● Problem requirements: Keep each line of the material that includes "paths", and leave out the rest.
(Record excerpts)
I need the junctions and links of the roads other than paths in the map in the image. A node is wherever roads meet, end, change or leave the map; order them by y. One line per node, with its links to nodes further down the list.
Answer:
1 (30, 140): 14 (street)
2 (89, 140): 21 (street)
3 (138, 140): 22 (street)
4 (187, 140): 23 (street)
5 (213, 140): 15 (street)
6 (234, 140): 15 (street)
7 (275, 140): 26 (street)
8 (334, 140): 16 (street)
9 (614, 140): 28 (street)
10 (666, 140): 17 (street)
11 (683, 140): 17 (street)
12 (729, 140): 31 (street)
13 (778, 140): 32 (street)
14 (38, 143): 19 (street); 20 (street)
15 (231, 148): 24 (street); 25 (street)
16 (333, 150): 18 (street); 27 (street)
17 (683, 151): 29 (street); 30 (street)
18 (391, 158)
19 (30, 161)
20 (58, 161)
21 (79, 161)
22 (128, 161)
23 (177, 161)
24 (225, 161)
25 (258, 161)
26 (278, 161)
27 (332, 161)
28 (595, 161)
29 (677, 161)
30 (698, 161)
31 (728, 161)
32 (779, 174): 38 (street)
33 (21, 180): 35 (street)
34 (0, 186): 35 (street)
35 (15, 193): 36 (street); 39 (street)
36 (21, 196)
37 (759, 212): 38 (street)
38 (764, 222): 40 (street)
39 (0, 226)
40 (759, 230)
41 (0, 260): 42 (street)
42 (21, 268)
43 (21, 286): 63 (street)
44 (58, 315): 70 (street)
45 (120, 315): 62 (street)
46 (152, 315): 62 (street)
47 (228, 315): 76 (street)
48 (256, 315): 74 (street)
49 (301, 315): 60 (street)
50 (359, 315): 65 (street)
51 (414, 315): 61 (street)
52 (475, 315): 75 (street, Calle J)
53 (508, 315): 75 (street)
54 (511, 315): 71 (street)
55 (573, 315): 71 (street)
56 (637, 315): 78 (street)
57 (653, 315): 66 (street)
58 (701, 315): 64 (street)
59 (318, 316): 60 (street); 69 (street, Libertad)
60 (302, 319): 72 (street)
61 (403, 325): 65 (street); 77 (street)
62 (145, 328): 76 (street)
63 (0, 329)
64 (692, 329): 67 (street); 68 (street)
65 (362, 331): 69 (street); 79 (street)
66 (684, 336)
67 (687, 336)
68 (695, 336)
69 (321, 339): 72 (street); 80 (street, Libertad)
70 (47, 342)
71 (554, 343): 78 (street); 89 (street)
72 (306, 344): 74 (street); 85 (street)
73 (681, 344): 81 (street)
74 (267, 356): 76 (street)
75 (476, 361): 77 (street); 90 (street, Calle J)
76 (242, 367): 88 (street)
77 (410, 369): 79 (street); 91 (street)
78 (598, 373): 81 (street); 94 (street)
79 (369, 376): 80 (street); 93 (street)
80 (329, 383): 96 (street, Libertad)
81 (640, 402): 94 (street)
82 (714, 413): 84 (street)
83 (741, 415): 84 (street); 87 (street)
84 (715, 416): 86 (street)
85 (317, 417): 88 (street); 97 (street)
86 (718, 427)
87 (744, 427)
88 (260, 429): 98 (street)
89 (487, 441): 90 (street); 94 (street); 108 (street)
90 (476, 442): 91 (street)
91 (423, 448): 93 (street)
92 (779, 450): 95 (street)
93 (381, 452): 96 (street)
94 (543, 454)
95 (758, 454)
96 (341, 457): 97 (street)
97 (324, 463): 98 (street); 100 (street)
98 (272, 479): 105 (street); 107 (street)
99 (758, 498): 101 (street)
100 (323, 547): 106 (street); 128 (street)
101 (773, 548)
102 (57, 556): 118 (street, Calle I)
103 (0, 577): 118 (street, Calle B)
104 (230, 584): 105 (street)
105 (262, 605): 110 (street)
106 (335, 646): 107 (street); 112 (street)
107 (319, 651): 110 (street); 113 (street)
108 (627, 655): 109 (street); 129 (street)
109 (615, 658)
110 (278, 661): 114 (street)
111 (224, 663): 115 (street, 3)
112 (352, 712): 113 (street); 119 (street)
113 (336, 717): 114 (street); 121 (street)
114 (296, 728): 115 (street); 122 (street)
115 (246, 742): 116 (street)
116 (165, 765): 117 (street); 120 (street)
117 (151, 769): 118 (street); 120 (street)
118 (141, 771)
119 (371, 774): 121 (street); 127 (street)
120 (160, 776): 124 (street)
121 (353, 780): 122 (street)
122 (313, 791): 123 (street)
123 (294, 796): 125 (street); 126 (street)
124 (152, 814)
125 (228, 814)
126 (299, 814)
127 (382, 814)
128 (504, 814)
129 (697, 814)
(End Record excerpts)
(Record excerpts)
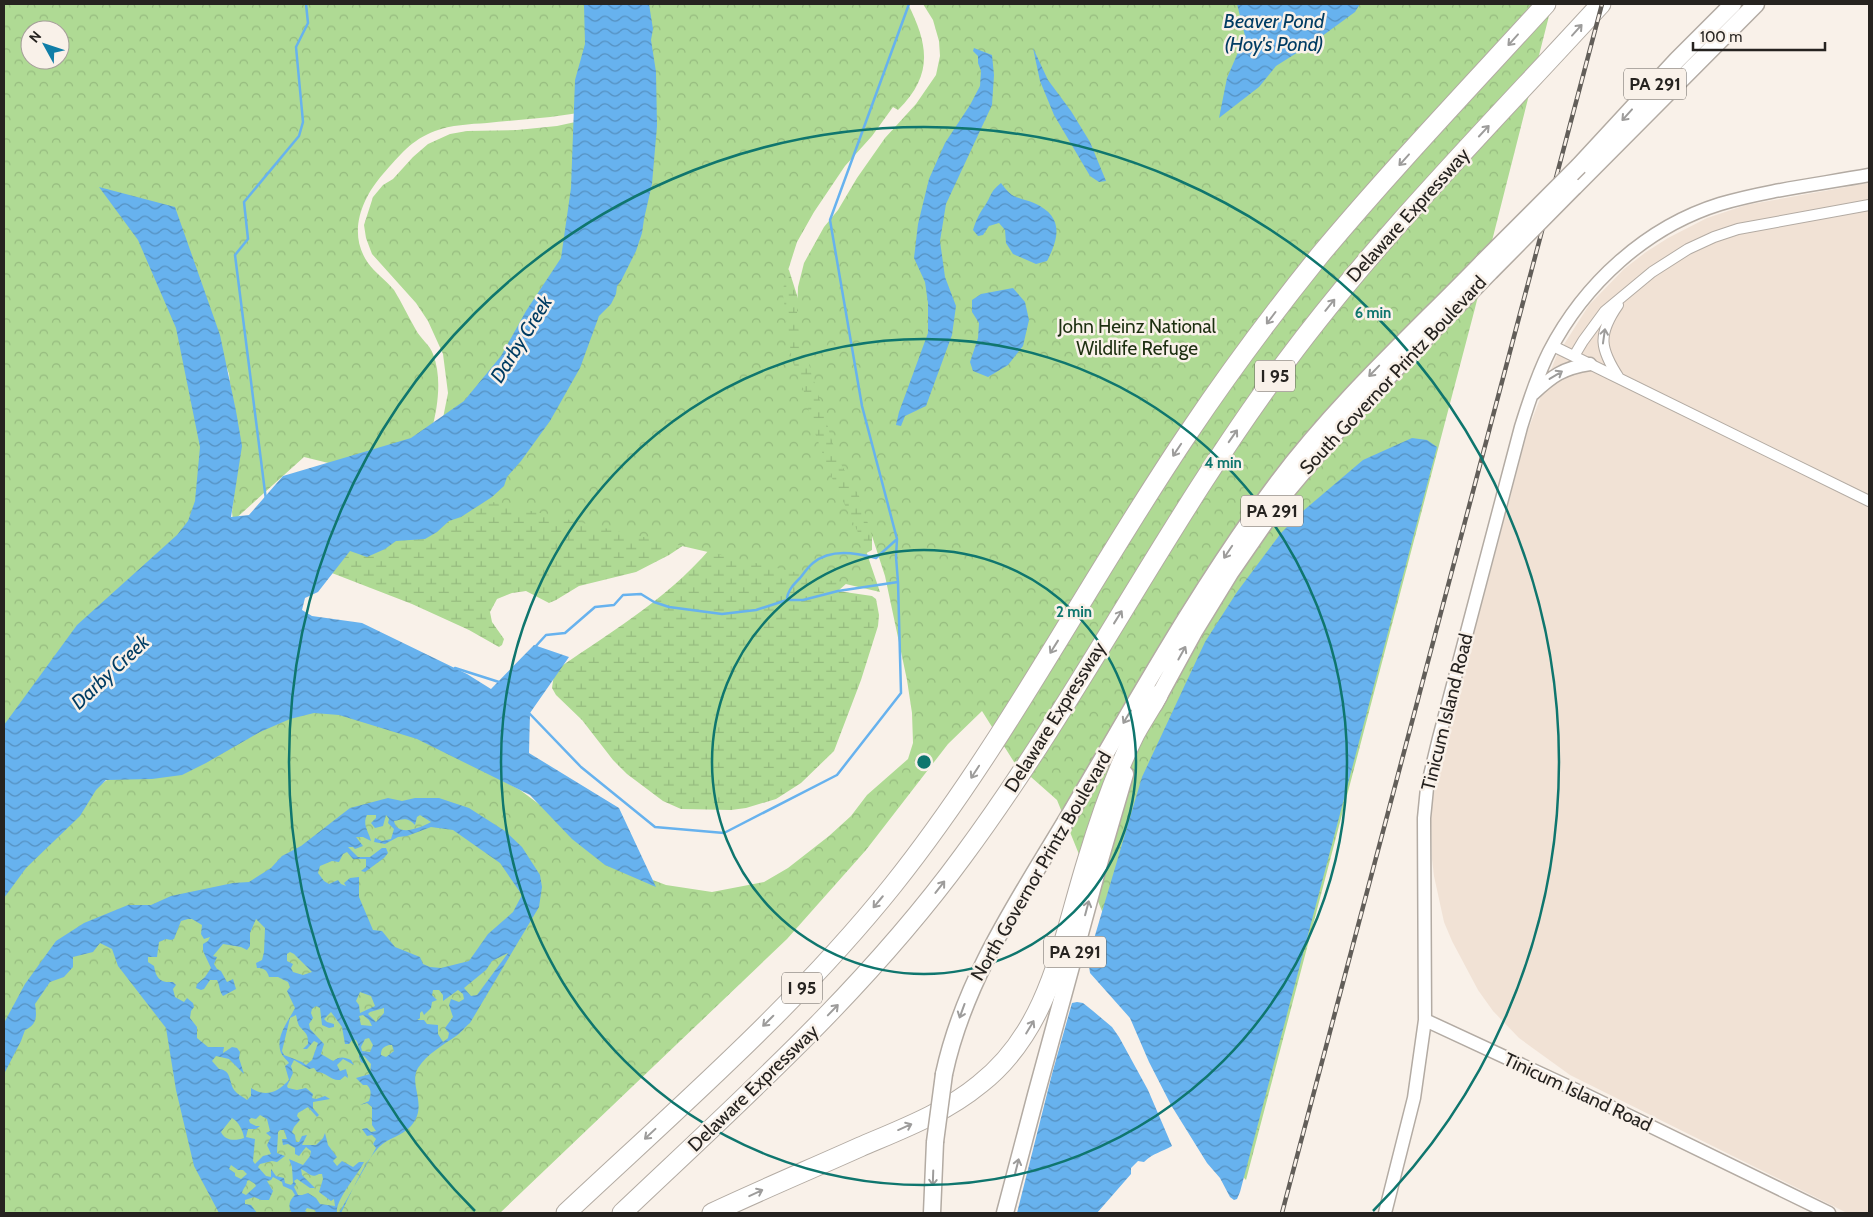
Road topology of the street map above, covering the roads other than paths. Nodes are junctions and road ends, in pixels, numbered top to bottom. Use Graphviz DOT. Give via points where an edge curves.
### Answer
(End Record excerpts)
● Task response:
I need the junctions and links of the roads other than paths in the map in the image. A node is wherever roads meet, end, change or leave the map; order them by y. One line per node, with its links to nodes further down the list.
Road topology of the street map above, covering the roads other than paths. Nodes are junctions and road ends, in pixels, numbered top to bottom. Use Graphviz DOT. Give via points where an edge curves.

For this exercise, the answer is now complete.